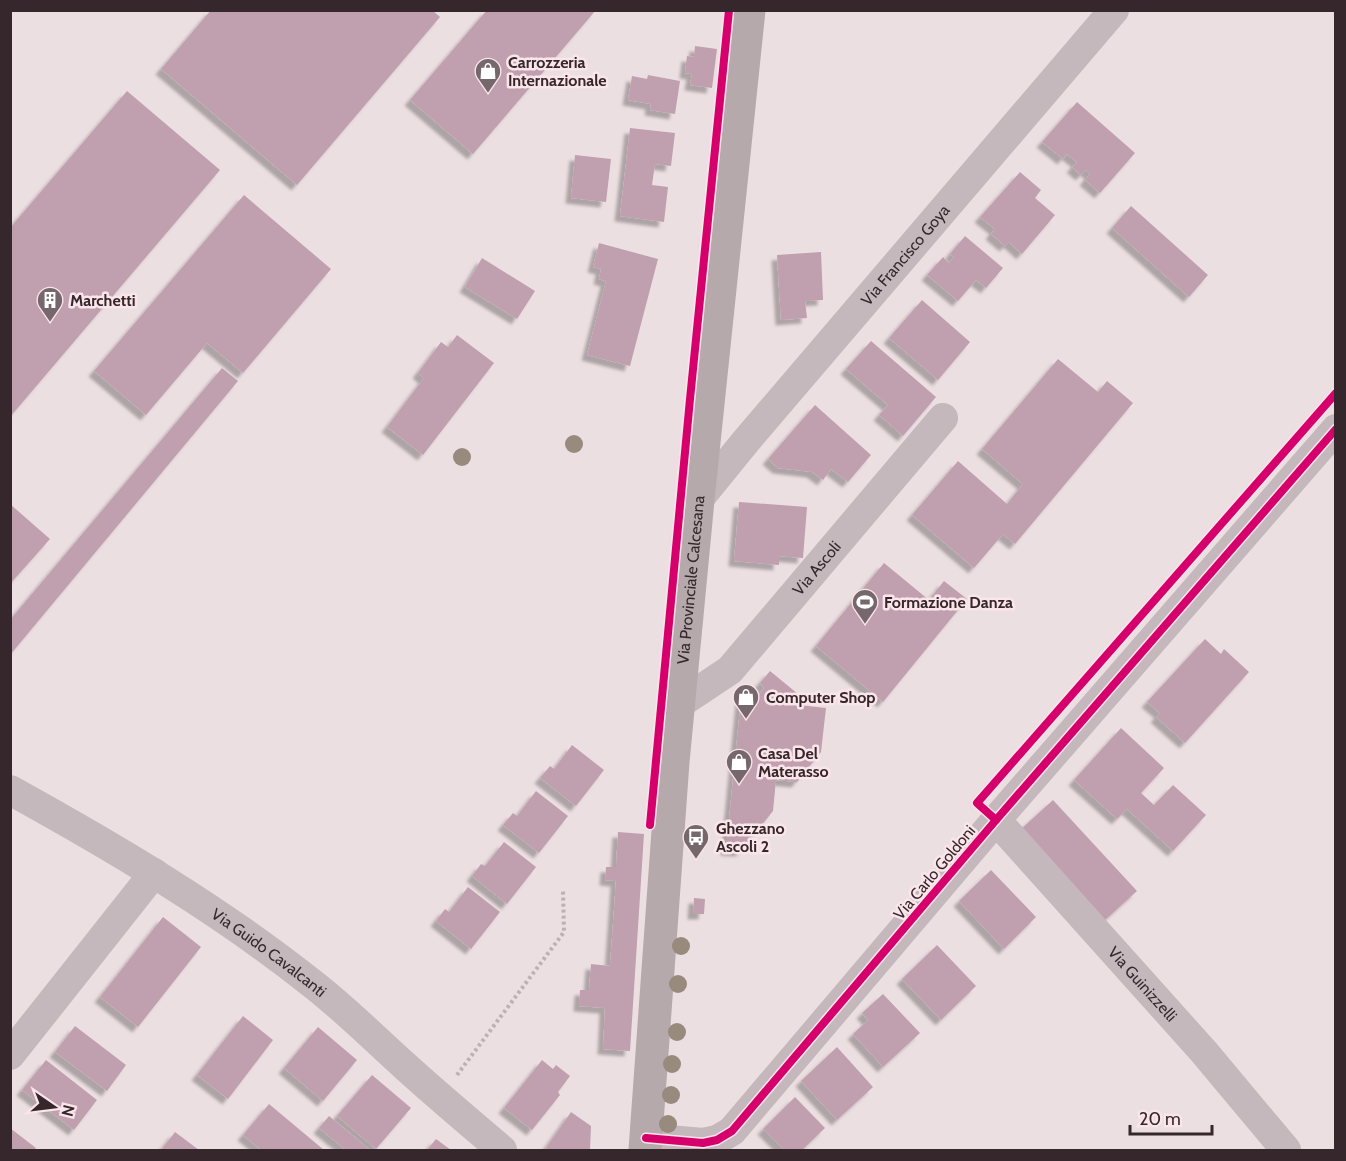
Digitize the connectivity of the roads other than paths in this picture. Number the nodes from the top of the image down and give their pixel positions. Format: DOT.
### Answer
graph roads {
  1 [pos="749,10"];
  2 [pos="1114,10"];
  3 [pos="944,418"];
  4 [pos="1335,429"];
  5 [pos="698,500"];
  6 [pos="679,704"];
  7 [pos="10,790"];
  8 [pos="996,820"];
  9 [pos="154,873"];
  10 [pos="10,1055"];
  11 [pos="645,1144"];
  12 [pos="502,1150"];
  13 [pos="1286,1150"];
  1 -- 5 [label="main road, Via Provinciale Calcesana"];
  2 -- 5 [label="street, Via Francisco Goya"];
  3 -- 6 [label="street, Via Ascoli"];
  4 -- 8 [label="street, Via Carlo Goldoni"];
  5 -- 6 [label="main road, Via Provinciale Calcesana"];
  6 -- 11 [label="main road, Via Provinciale Calcesana"];
  7 -- 9 [label="street, Via Guido Cavalcanti"];
  8 -- 11 [label="street, Via Carlo Goldoni"];
  8 -- 13 [label="street, Via Guinizzelli"];
  9 -- 10 [label="street"];
  9 -- 12 [label="street, Via Guido Cavalcanti"];
}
::::
### Problem
Omitting all pictures, give the preceding listing again exactly.

### Result of the exercise
Digitize the connectivity of the roads other than paths in this picture. Number the nodes from the top of the image down and give their pixel positions. Format: DOT.
### Answer
graph roads {
  1 [pos="749,10"];
  2 [pos="1114,10"];
  3 [pos="944,418"];
  4 [pos="1335,429"];
  5 [pos="698,500"];
  6 [pos="679,704"];
  7 [pos="10,790"];
  8 [pos="996,820"];
  9 [pos="154,873"];
  10 [pos="10,1055"];
  11 [pos="645,1144"];
  12 [pos="502,1150"];
  13 [pos="1286,1150"];
  1 -- 5 [label="main road, Via Provinciale Calcesana"];
  2 -- 5 [label="street, Via Francisco Goya"];
  3 -- 6 [label="street, Via Ascoli"];
  4 -- 8 [label="street, Via Carlo Goldoni"];
  5 -- 6 [label="main road, Via Provinciale Calcesana"];
  6 -- 11 [label="main road, Via Provinciale Calcesana"];
  7 -- 9 [label="street, Via Guido Cavalcanti"];
  8 -- 11 [label="street, Via Carlo Goldoni"];
  8 -- 13 [label="street, Via Guinizzelli"];
  9 -- 10 [label="street"];
  9 -- 12 [label="street, Via Guido Cavalcanti"];
}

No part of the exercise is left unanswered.